WHAT NEEDS TO BE DONE: Set the records down again in full, with every word kept.

Stored items:

========================================

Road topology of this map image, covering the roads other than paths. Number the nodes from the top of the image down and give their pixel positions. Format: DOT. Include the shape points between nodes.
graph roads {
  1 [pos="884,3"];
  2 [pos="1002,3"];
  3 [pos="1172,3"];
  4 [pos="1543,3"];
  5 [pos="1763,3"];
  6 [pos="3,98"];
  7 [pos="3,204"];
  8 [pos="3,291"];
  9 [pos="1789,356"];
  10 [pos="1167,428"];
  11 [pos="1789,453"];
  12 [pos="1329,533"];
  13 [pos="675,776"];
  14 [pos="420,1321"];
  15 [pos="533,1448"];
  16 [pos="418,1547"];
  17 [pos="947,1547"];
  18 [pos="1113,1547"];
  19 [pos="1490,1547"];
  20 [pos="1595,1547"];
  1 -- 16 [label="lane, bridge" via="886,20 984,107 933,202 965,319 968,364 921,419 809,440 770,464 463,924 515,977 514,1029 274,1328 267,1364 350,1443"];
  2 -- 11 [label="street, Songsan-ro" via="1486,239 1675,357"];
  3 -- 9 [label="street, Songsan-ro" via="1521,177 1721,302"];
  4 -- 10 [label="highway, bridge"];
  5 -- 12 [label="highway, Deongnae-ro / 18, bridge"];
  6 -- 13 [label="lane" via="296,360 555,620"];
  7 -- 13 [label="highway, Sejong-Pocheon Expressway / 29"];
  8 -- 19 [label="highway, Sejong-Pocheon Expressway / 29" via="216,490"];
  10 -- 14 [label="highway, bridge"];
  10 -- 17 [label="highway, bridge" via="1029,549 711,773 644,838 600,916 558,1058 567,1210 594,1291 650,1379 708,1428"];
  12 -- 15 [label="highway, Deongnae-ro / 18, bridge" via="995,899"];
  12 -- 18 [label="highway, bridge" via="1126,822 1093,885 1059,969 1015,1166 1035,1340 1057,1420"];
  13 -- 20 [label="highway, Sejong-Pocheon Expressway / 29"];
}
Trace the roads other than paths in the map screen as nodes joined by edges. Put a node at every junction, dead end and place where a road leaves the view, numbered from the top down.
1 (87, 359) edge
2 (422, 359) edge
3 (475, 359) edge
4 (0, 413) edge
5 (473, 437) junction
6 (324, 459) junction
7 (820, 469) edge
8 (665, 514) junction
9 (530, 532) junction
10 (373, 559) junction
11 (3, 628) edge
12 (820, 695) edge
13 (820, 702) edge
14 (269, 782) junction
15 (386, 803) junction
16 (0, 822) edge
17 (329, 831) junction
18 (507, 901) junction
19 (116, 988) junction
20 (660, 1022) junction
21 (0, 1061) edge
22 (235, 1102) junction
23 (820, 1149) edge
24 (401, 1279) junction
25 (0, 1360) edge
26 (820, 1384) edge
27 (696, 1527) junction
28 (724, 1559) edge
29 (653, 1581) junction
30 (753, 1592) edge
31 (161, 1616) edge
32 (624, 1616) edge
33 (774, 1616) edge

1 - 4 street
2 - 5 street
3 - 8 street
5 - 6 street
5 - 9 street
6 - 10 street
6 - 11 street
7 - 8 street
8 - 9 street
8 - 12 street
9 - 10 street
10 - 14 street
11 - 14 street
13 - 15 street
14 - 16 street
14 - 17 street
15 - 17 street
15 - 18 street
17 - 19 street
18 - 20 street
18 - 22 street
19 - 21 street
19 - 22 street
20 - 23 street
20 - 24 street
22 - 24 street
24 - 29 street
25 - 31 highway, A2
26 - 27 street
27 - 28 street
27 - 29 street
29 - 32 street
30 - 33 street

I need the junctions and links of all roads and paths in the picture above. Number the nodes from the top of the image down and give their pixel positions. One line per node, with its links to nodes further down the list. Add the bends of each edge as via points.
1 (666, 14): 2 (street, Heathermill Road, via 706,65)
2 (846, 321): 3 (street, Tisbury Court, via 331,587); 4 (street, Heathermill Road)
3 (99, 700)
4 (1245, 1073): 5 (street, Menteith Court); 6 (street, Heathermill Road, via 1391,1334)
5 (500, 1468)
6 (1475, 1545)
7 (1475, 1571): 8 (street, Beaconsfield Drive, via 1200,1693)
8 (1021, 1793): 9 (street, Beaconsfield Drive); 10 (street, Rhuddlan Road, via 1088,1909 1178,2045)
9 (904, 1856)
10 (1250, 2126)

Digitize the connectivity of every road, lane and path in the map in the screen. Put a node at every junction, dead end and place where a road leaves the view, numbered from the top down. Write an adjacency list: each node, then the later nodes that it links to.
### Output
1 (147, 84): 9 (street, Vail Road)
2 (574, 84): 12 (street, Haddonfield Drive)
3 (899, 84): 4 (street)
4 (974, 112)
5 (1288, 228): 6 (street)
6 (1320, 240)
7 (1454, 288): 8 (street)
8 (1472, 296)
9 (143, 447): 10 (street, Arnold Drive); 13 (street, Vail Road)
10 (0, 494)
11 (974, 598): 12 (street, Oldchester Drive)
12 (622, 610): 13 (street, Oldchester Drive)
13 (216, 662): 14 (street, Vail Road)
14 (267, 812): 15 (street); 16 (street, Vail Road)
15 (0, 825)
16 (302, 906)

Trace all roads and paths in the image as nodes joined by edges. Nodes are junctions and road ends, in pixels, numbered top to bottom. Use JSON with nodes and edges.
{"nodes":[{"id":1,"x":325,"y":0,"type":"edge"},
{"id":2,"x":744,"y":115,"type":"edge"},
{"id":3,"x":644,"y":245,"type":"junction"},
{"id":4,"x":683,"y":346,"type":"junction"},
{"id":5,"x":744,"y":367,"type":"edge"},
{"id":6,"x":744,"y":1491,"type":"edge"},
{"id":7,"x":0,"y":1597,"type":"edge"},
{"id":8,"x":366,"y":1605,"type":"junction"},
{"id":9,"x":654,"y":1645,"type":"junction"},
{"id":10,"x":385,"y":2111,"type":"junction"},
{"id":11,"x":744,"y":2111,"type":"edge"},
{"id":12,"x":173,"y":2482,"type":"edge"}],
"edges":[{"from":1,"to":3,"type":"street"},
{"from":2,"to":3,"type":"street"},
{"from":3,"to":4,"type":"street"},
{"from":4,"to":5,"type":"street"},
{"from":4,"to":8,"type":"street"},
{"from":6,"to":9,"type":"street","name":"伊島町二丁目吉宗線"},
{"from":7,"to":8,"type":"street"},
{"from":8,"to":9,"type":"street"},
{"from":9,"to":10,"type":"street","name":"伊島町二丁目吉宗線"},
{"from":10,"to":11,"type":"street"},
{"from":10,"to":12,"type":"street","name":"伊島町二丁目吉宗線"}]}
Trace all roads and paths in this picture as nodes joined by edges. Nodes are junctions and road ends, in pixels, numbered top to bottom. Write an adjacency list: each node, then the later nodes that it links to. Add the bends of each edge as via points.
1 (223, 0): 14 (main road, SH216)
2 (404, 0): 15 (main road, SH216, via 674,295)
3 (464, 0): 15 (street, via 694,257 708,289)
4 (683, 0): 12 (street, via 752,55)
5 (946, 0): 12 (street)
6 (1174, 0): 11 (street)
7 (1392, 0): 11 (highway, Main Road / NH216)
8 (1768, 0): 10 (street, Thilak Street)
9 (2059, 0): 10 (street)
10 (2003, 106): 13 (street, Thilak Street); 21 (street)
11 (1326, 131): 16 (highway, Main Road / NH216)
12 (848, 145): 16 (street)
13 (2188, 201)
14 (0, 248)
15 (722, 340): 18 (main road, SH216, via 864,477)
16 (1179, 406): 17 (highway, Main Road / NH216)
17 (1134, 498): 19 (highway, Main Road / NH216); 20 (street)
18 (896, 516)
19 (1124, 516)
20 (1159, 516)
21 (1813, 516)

========================================

RESULT:
Road topology of this map image, covering the roads other than paths. Number the nodes from the top of the image down and give their pixel positions. Format: DOT. Include the shape points between nodes.
graph roads {
  1 [pos="884,3"];
  2 [pos="1002,3"];
  3 [pos="1172,3"];
  4 [pos="1543,3"];
  5 [pos="1763,3"];
  6 [pos="3,98"];
  7 [pos="3,204"];
  8 [pos="3,291"];
  9 [pos="1789,356"];
  10 [pos="1167,428"];
  11 [pos="1789,453"];
  12 [pos="1329,533"];
  13 [pos="675,776"];
  14 [pos="420,1321"];
  15 [pos="533,1448"];
  16 [pos="418,1547"];
  17 [pos="947,1547"];
  18 [pos="1113,1547"];
  19 [pos="1490,1547"];
  20 [pos="1595,1547"];
  1 -- 16 [label="lane, bridge" via="886,20 984,107 933,202 965,319 968,364 921,419 809,440 770,464 463,924 515,977 514,1029 274,1328 267,1364 350,1443"];
  2 -- 11 [label="street, Songsan-ro" via="1486,239 1675,357"];
  3 -- 9 [label="street, Songsan-ro" via="1521,177 1721,302"];
  4 -- 10 [label="highway, bridge"];
  5 -- 12 [label="highway, Deongnae-ro / 18, bridge"];
  6 -- 13 [label="lane" via="296,360 555,620"];
  7 -- 13 [label="highway, Sejong-Pocheon Expressway / 29"];
  8 -- 19 [label="highway, Sejong-Pocheon Expressway / 29" via="216,490"];
  10 -- 14 [label="highway, bridge"];
  10 -- 17 [label="highway, bridge" via="1029,549 711,773 644,838 600,916 558,1058 567,1210 594,1291 650,1379 708,1428"];
  12 -- 15 [label="highway, Deongnae-ro / 18, bridge" via="995,899"];
  12 -- 18 [label="highway, bridge" via="1126,822 1093,885 1059,969 1015,1166 1035,1340 1057,1420"];
  13 -- 20 [label="highway, Sejong-Pocheon Expressway / 29"];
}
Trace the roads other than paths in the map screen as nodes joined by edges. Put a node at every junction, dead end and place where a road leaves the view, numbered from the top down.
1 (87, 359) edge
2 (422, 359) edge
3 (475, 359) edge
4 (0, 413) edge
5 (473, 437) junction
6 (324, 459) junction
7 (820, 469) edge
8 (665, 514) junction
9 (530, 532) junction
10 (373, 559) junction
11 (3, 628) edge
12 (820, 695) edge
13 (820, 702) edge
14 (269, 782) junction
15 (386, 803) junction
16 (0, 822) edge
17 (329, 831) junction
18 (507, 901) junction
19 (116, 988) junction
20 (660, 1022) junction
21 (0, 1061) edge
22 (235, 1102) junction
23 (820, 1149) edge
24 (401, 1279) junction
25 (0, 1360) edge
26 (820, 1384) edge
27 (696, 1527) junction
28 (724, 1559) edge
29 (653, 1581) junction
30 (753, 1592) edge
31 (161, 1616) edge
32 (624, 1616) edge
33 (774, 1616) edge

1 - 4 street
2 - 5 street
3 - 8 street
5 - 6 street
5 - 9 street
6 - 10 street
6 - 11 street
7 - 8 street
8 - 9 street
8 - 12 street
9 - 10 street
10 - 14 street
11 - 14 street
13 - 15 street
14 - 16 street
14 - 17 street
15 - 17 street
15 - 18 street
17 - 19 street
18 - 20 street
18 - 22 street
19 - 21 street
19 - 22 street
20 - 23 street
20 - 24 street
22 - 24 street
24 - 29 street
25 - 31 highway, A2
26 - 27 street
27 - 28 street
27 - 29 street
29 - 32 street
30 - 33 street

I need the junctions and links of all roads and paths in the picture above. Number the nodes from the top of the image down and give their pixel positions. One line per node, with its links to nodes further down the list. Add the bends of each edge as via points.
1 (666, 14): 2 (street, Heathermill Road, via 706,65)
2 (846, 321): 3 (street, Tisbury Court, via 331,587); 4 (street, Heathermill Road)
3 (99, 700)
4 (1245, 1073): 5 (street, Menteith Court); 6 (street, Heathermill Road, via 1391,1334)
5 (500, 1468)
6 (1475, 1545)
7 (1475, 1571): 8 (street, Beaconsfield Drive, via 1200,1693)
8 (1021, 1793): 9 (street, Beaconsfield Drive); 10 (street, Rhuddlan Road, via 1088,1909 1178,2045)
9 (904, 1856)
10 (1250, 2126)

Digitize the connectivity of every road, lane and path in the map in the screen. Put a node at every junction, dead end and place where a road leaves the view, numbered from the top down. Write an adjacency list: each node, then the later nodes that it links to.
### Output
1 (147, 84): 9 (street, Vail Road)
2 (574, 84): 12 (street, Haddonfield Drive)
3 (899, 84): 4 (street)
4 (974, 112)
5 (1288, 228): 6 (street)
6 (1320, 240)
7 (1454, 288): 8 (street)
8 (1472, 296)
9 (143, 447): 10 (street, Arnold Drive); 13 (street, Vail Road)
10 (0, 494)
11 (974, 598): 12 (street, Oldchester Drive)
12 (622, 610): 13 (street, Oldchester Drive)
13 (216, 662): 14 (street, Vail Road)
14 (267, 812): 15 (street); 16 (street, Vail Road)
15 (0, 825)
16 (302, 906)

Trace all roads and paths in the image as nodes joined by edges. Nodes are junctions and road ends, in pixels, numbered top to bottom. Use JSON with nodes and edges.
{"nodes":[{"id":1,"x":325,"y":0,"type":"edge"},
{"id":2,"x":744,"y":115,"type":"edge"},
{"id":3,"x":644,"y":245,"type":"junction"},
{"id":4,"x":683,"y":346,"type":"junction"},
{"id":5,"x":744,"y":367,"type":"edge"},
{"id":6,"x":744,"y":1491,"type":"edge"},
{"id":7,"x":0,"y":1597,"type":"edge"},
{"id":8,"x":366,"y":1605,"type":"junction"},
{"id":9,"x":654,"y":1645,"type":"junction"},
{"id":10,"x":385,"y":2111,"type":"junction"},
{"id":11,"x":744,"y":2111,"type":"edge"},
{"id":12,"x":173,"y":2482,"type":"edge"}],
"edges":[{"from":1,"to":3,"type":"street"},
{"from":2,"to":3,"type":"street"},
{"from":3,"to":4,"type":"street"},
{"from":4,"to":5,"type":"street"},
{"from":4,"to":8,"type":"street"},
{"from":6,"to":9,"type":"street","name":"伊島町二丁目吉宗線"},
{"from":7,"to":8,"type":"street"},
{"from":8,"to":9,"type":"street"},
{"from":9,"to":10,"type":"street","name":"伊島町二丁目吉宗線"},
{"from":10,"to":11,"type":"street"},
{"from":10,"to":12,"type":"street","name":"伊島町二丁目吉宗線"}]}
Trace all roads and paths in this picture as nodes joined by edges. Nodes are junctions and road ends, in pixels, numbered top to bottom. Write an adjacency list: each node, then the later nodes that it links to. Add the bends of each edge as via points.
1 (223, 0): 14 (main road, SH216)
2 (404, 0): 15 (main road, SH216, via 674,295)
3 (464, 0): 15 (street, via 694,257 708,289)
4 (683, 0): 12 (street, via 752,55)
5 (946, 0): 12 (street)
6 (1174, 0): 11 (street)
7 (1392, 0): 11 (highway, Main Road / NH216)
8 (1768, 0): 10 (street, Thilak Street)
9 (2059, 0): 10 (street)
10 (2003, 106): 13 (street, Thilak Street); 21 (street)
11 (1326, 131): 16 (highway, Main Road / NH216)
12 (848, 145): 16 (street)
13 (2188, 201)
14 (0, 248)
15 (722, 340): 18 (main road, SH216, via 864,477)
16 (1179, 406): 17 (highway, Main Road / NH216)
17 (1134, 498): 19 (highway, Main Road / NH216); 20 (street)
18 (896, 516)
19 (1124, 516)
20 (1159, 516)
21 (1813, 516)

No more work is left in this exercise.